If I were to design a tool for this, I'd want the entire thing controlled by a single YAML configuration file. Two top-level sections: sources to describe how raw data becomes a graph, and patterns to express what I'm looking for in that graph. Let me walk through both in detail.

Sources β€” Loading the Graph

The sources section describes where your data comes from and how to turn each row into graph elements. Each source entry points to a file and defines a format block with two optional scripts: filter and load.

For the scripting language, I'd reach for VRL β€” Vector Remap Language β€” a safe, sandboxed expression language originally built for the Vector observability pipeline. It's expressive enough for real data wrangling, and it could be extended with a handful of custom functions to express graph operations directly.
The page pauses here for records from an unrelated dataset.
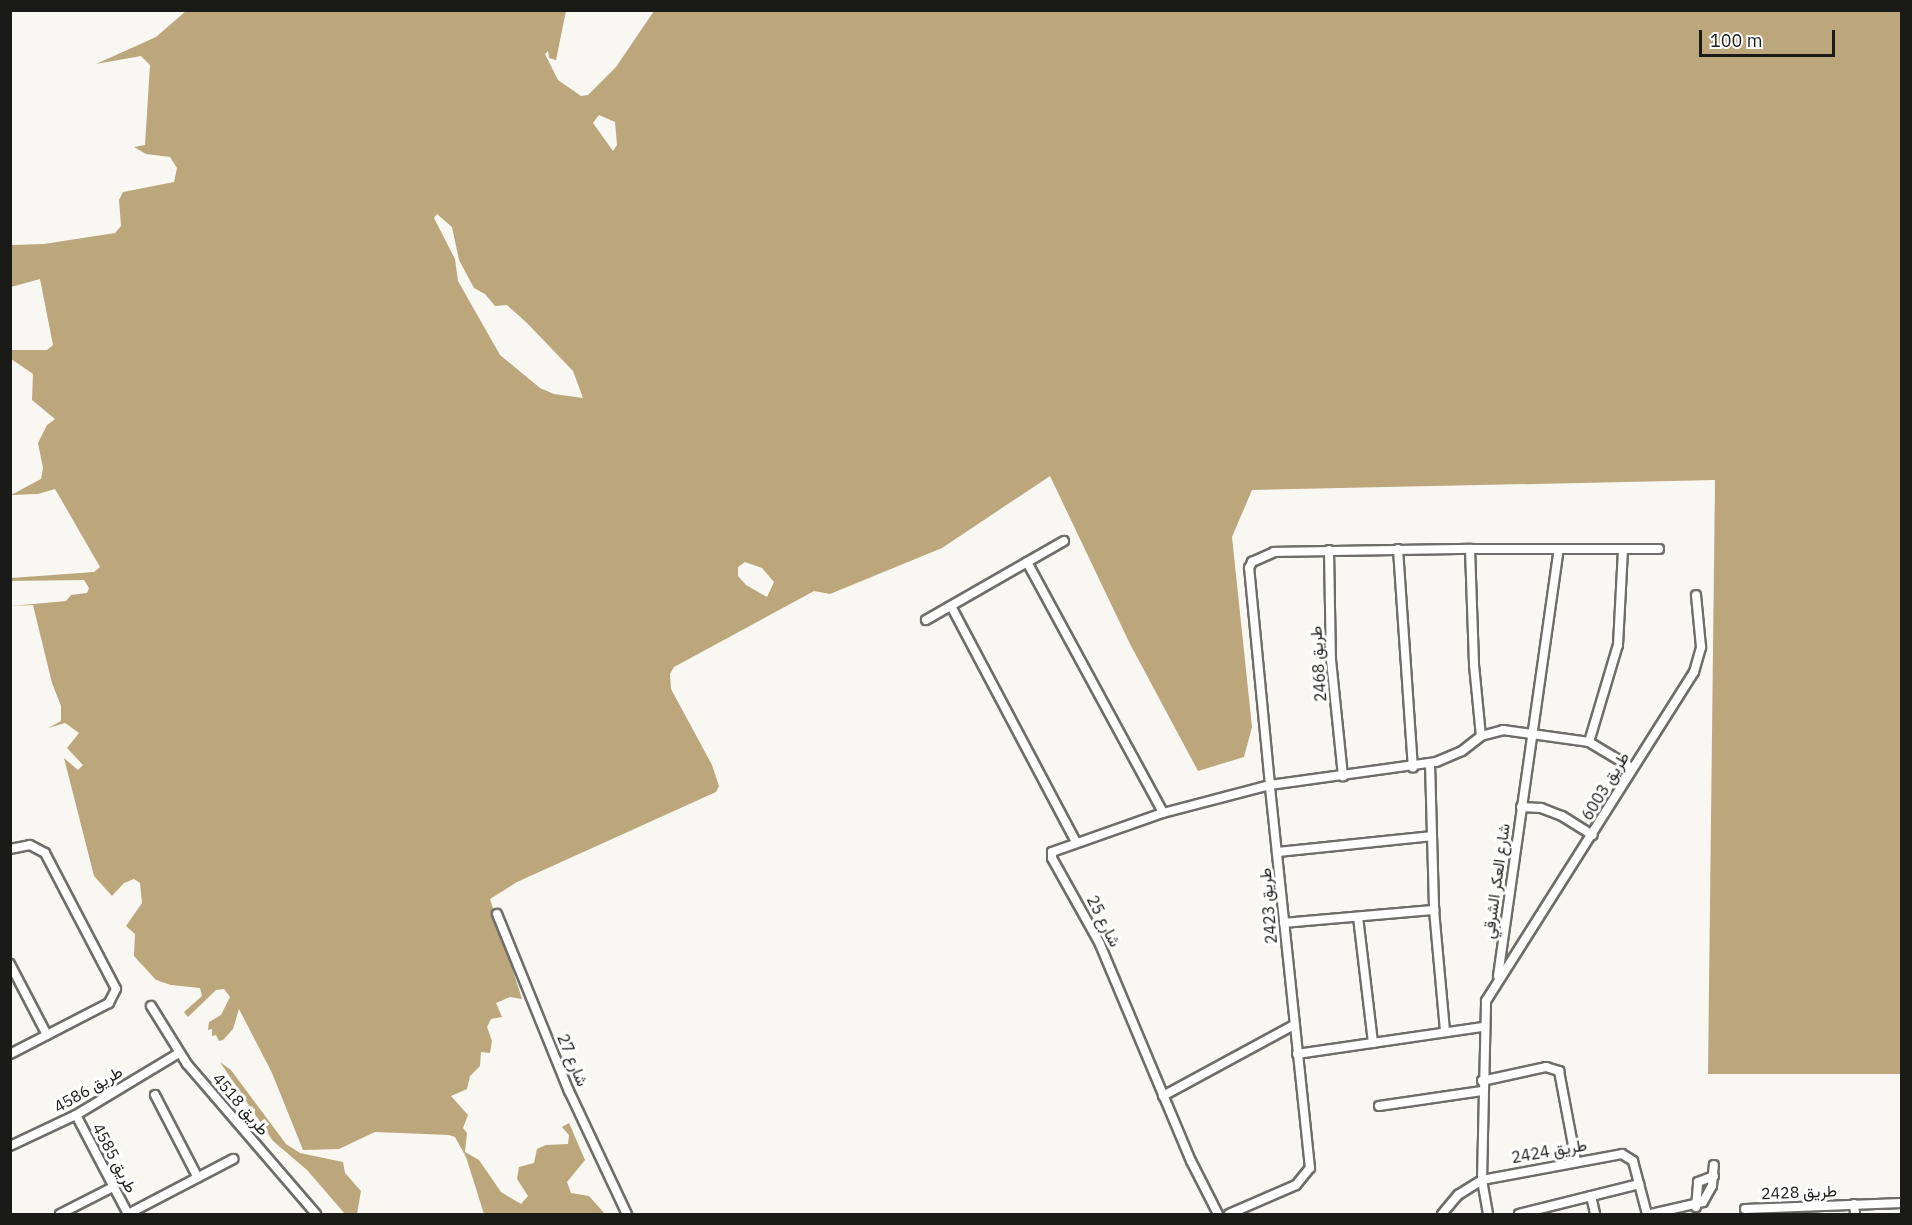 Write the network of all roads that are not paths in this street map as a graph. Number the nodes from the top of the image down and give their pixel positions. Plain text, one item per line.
1 (1064, 541) dead end
2 (1398, 549) junction
3 (1470, 549) junction
4 (1623, 549) junction
5 (1659, 549) dead end
6 (1329, 550) junction
7 (1558, 550) junction
8 (1027, 562) junction
9 (1696, 595) dead end
10 (951, 606) junction
11 (926, 620) dead end
12 (1532, 732) junction
13 (1481, 736) junction
14 (1589, 742) junction
15 (1430, 763) junction
16 (1413, 767) junction
17 (1632, 768) junction
18 (1342, 776) junction
19 (1270, 784) junction
20 (1521, 807) junction
21 (1163, 813) junction
22 (1593, 835) junction
23 (1431, 836) junction
24 (1076, 842) junction
25 (10, 849) edge
26 (1278, 852) junction
27 (1434, 910) junction
28 (496, 914) dead end
29 (1358, 917) junction
30 (1284, 923) junction
31 (10, 963) edge
32 (1498, 980) junction
33 (151, 1006) dead end
34 (1294, 1025) junction
35 (1483, 1027) junction
36 (1444, 1032) junction
37 (47, 1035) junction
38 (1373, 1043) junction
39 (179, 1053) junction
40 (10, 1054) edge
41 (1298, 1054) junction
42 (1482, 1081) junction
43 (1482, 1091) junction
44 (155, 1095) dead end
45 (1163, 1096) junction
46 (1379, 1106) dead end
47 (76, 1115) junction
48 (12, 1143) edge
49 (233, 1159) dead end
50 (1576, 1161) junction
51 (1714, 1165) dead end
52 (1714, 1176) junction
53 (198, 1178) junction
54 (1482, 1180) junction
55 (1639, 1184) junction
56 (113, 1187) junction
57 (1591, 1196) junction
58 (1902, 1203) edge
59 (1854, 1204) junction
60 (1696, 1207) junction
61 (1745, 1209) dead end
62 (128, 1214) edge
63 (1525, 1214) edge
64 (60, 1215) edge
65 (316, 1215) edge
66 (627, 1215) edge
67 (1218, 1215) edge
68 (1229, 1215) edge
69 (1442, 1215) edge
70 (1488, 1215) edge
71 (1595, 1215) edge
72 (1649, 1215) edge
73 (1855, 1215) edge

1 - 8 street
2 - 3 street
2 - 6 street
2 - 16 street
3 - 7 street
3 - 13 street
4 - 5 street
4 - 7 street
4 - 14 street
6 - 18 street, طريق 2468
6 - 19 street, طريق 2423
7 - 12 street, شارع العكر الشرقي
8 - 10 street
8 - 21 street
9 - 17 street, طريق 6003
10 - 11 street
10 - 24 street
12 - 13 street
12 - 14 street
12 - 20 street, شارع العكر الشرقي
13 - 15 street, شارع 25
14 - 17 street
15 - 16 street, شارع 25
15 - 23 street
16 - 18 street, شارع 25
17 - 22 street, طريق 6003
18 - 19 street, شارع 25
19 - 21 street, شارع 25
19 - 26 street, طريق 2423
20 - 22 street
20 - 32 street, شارع العكر الشرقي
21 - 24 street, شارع 25
22 - 32 street, طريق 6003
23 - 26 street
23 - 27 street
24 - 45 street, شارع 25
25 - 37 street
26 - 30 street, طريق 2423
27 - 29 street
27 - 36 street
28 - 66 street, شارع 27
29 - 30 street
29 - 38 street
30 - 34 street, طريق 2423
31 - 37 street
32 - 35 street, شارع العكر الشرقي
33 - 39 street, طريق 4518
34 - 41 street, طريق 2423
34 - 45 street
35 - 36 street
35 - 42 street, شارع العكر الشرقي
36 - 38 street
37 - 40 street
38 - 41 street
39 - 47 street, طريق 4586
39 - 65 street, طريق 4518
41 - 68 street, طريق 2423
42 - 43 street, شارع العكر الشرقي
42 - 50 street
43 - 46 street
43 - 54 street, شارع العكر الشرقي
44 - 53 street
45 - 67 street, شارع 25
47 - 48 street, طريق 4586
47 - 56 street, طريق 4585
49 - 53 street, طريق 4585
50 - 54 street, طريق 2424
50 - 55 street, طريق 2424
51 - 52 street
52 - 60 street
52 - 60 street
53 - 62 street, طريق 4585
54 - 69 street
54 - 70 street, شارع العكر الشرقي
55 - 57 street
55 - 72 street
56 - 62 street, طريق 4585
56 - 64 street
57 - 63 street
57 - 71 street
58 - 59 street, طريق 2428
59 - 61 street, طريق 2428
59 - 73 street, طريق 2428
60 - 72 street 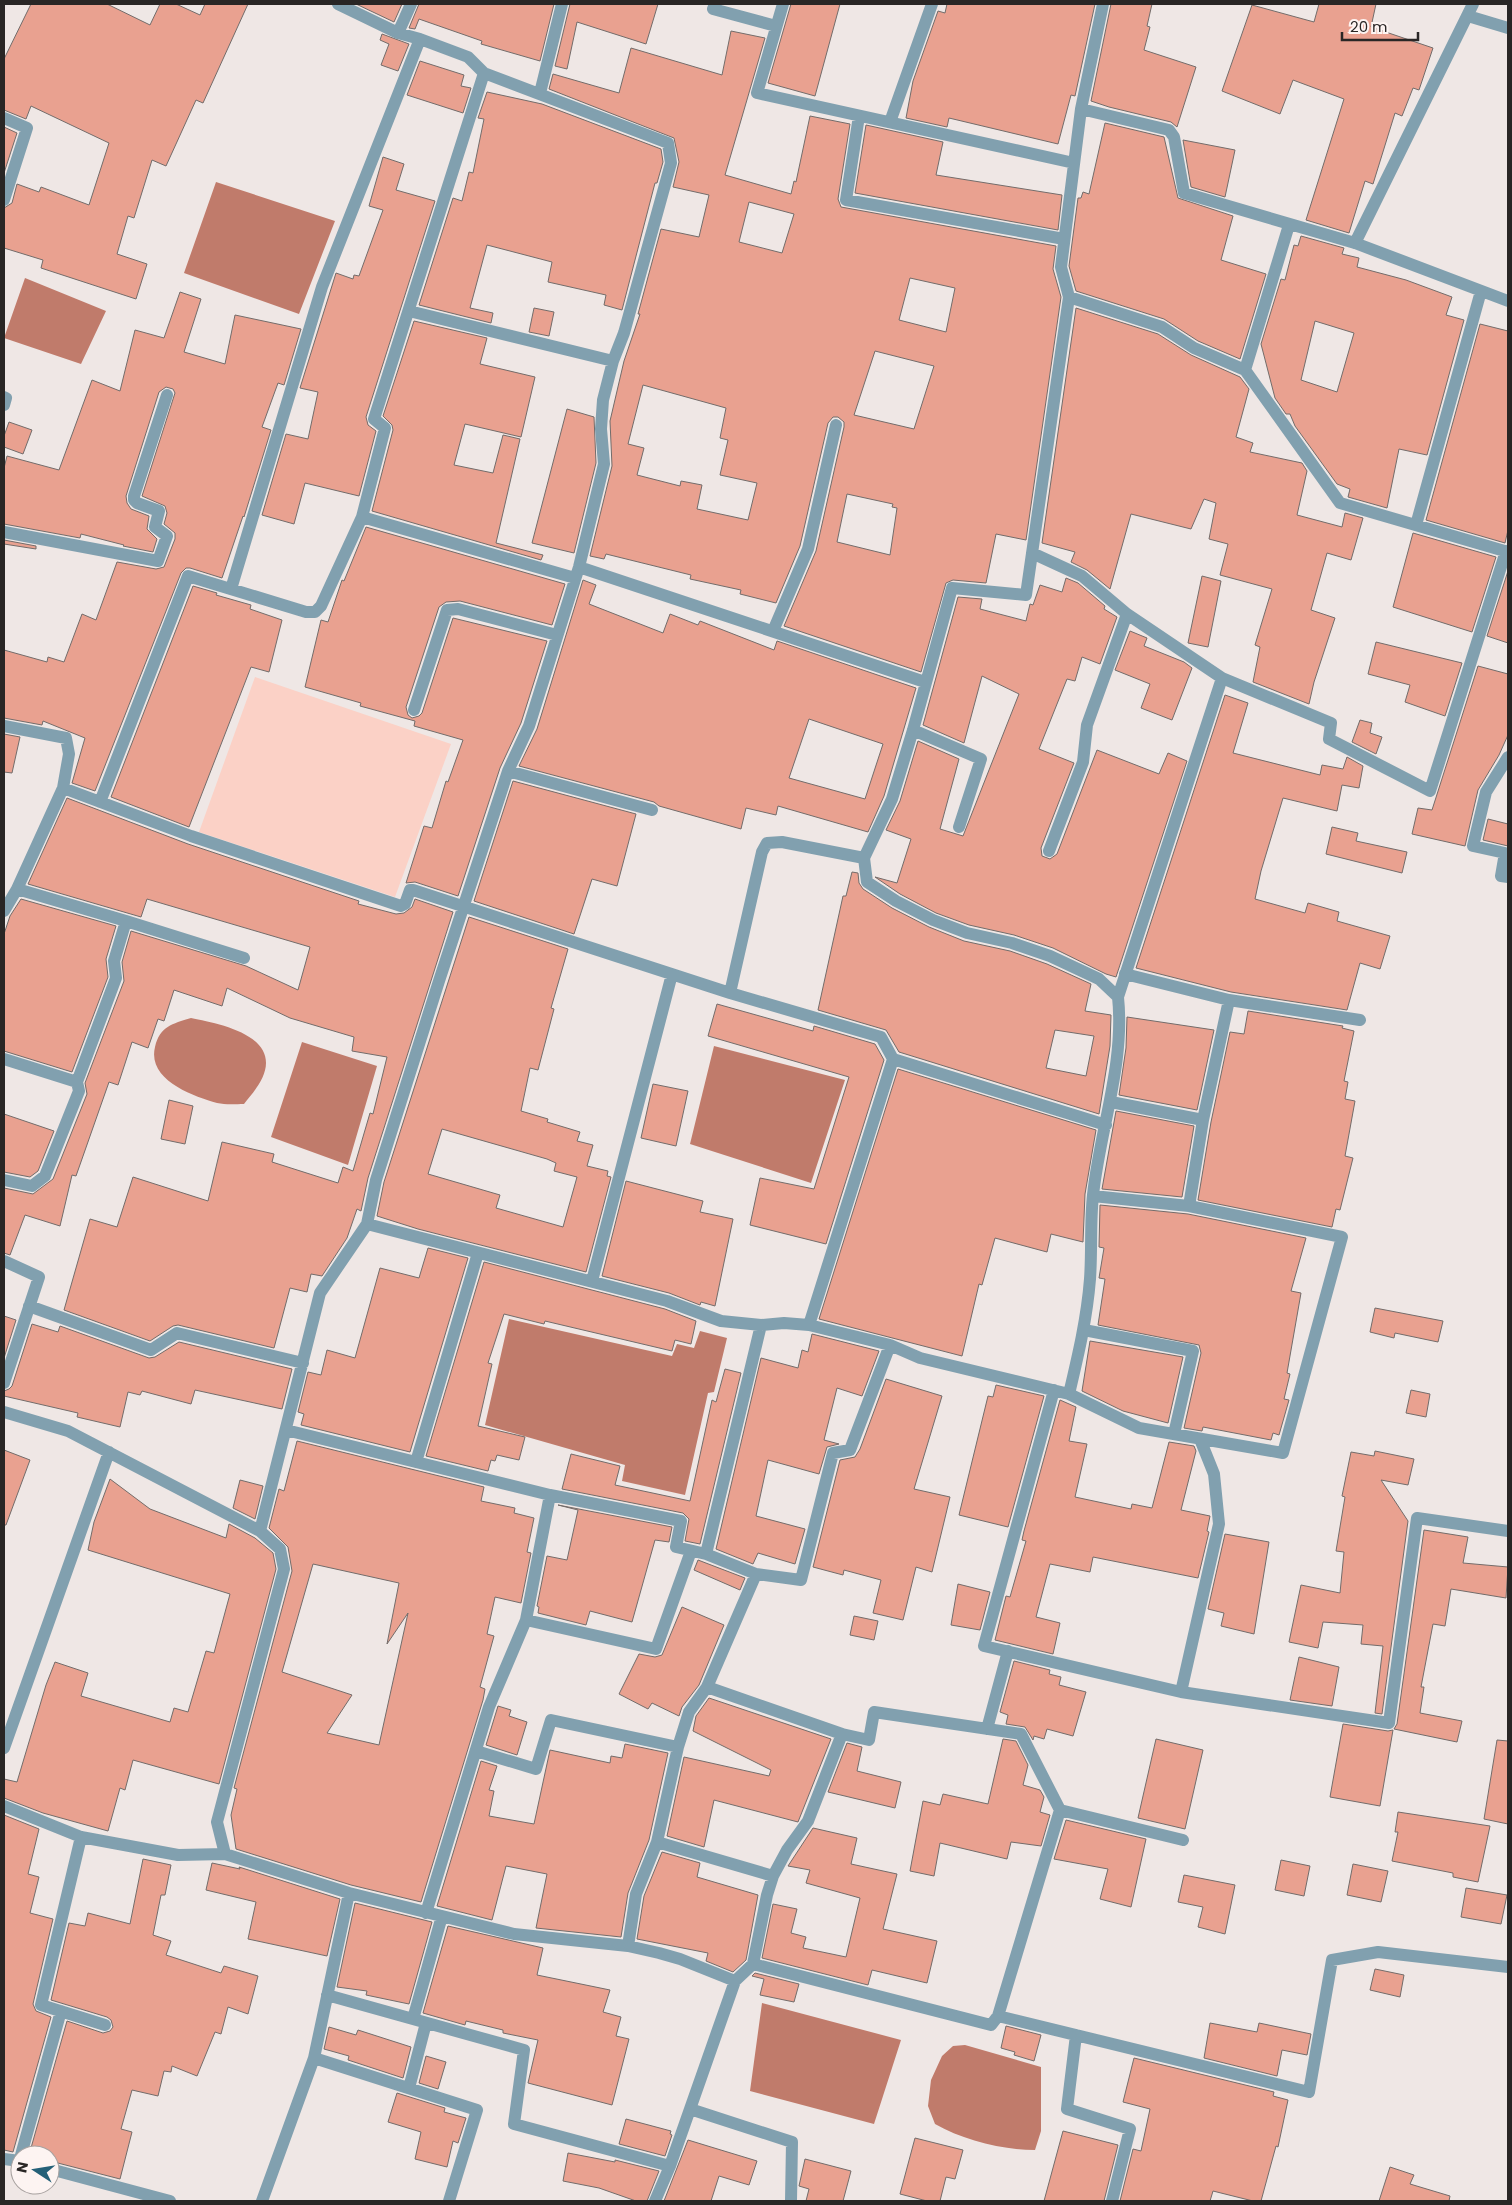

Here's what a complete sources block would look like for the movie dataset:

sources:
  # --- Source 1: Load Person vertices ---
  - type: file
    path: $movie_file          # resolved at runtime via --variable movie_file=...
    format:
      filter: msg.Entity == "Person"   # only process rows where Entity is "Person"
      load: |
        .id = record_id!("person", [msg.tmdbId])   # build a typed record ID: person:190
        .name = msg.name
        + @                            # mark this object as a vertex to be created

  # --- Source 2: Load Movie vertices ---
  - type: file
    path: $movie_file
    format:
      filter: msg.Entity == "Movie"
      load: |
        .id = record_id!("movie", [msg.movieId])   # e.g. movie:33
        .title = msg.name
        + @

  # --- Source 3: Acting edges ---
  - type: file
    path: $movie_file
    format:
      filter: msg.Entity == "Join" && msg.Work == "Acting"
      load: |
        .id = record_id!("acted_in", [msg.tmdbId, msg.movieId, msg.role])
        .role = msg.role
        .person.id = record_id!("person", [msg.tmdbId])
        .movie.id  = record_id!("movie",  [msg.movieId])
        + @person->@->@movie    # create the edge; the root object becomes the edge record

  # --- Source 4: Directing edges ---
  - type: file
    path: $movie_file
    format:
      filter: msg.Entity == "Join" && msg.Work == "Directing"
      load: |
        .person.id = record_id!("person", [msg.tmdbId])
        .movie.id  = record_id!("movie",  [msg.movieId])
        + @person->directed->@movie    # anonymous edge β€” no edge record object

Let me unpack each key concept.

filter β€” Row-Level Gating

filter: msg.Entity == "Person"

This is a VRL boolean expression evaluated against each incoming row. If it returns false, the row is skipped entirely. The raw CSV row is available as msg. Multiple sources can read the same file with different filters β€” that's intentional. The file would be read once and fanned out to all matching sources in parallel.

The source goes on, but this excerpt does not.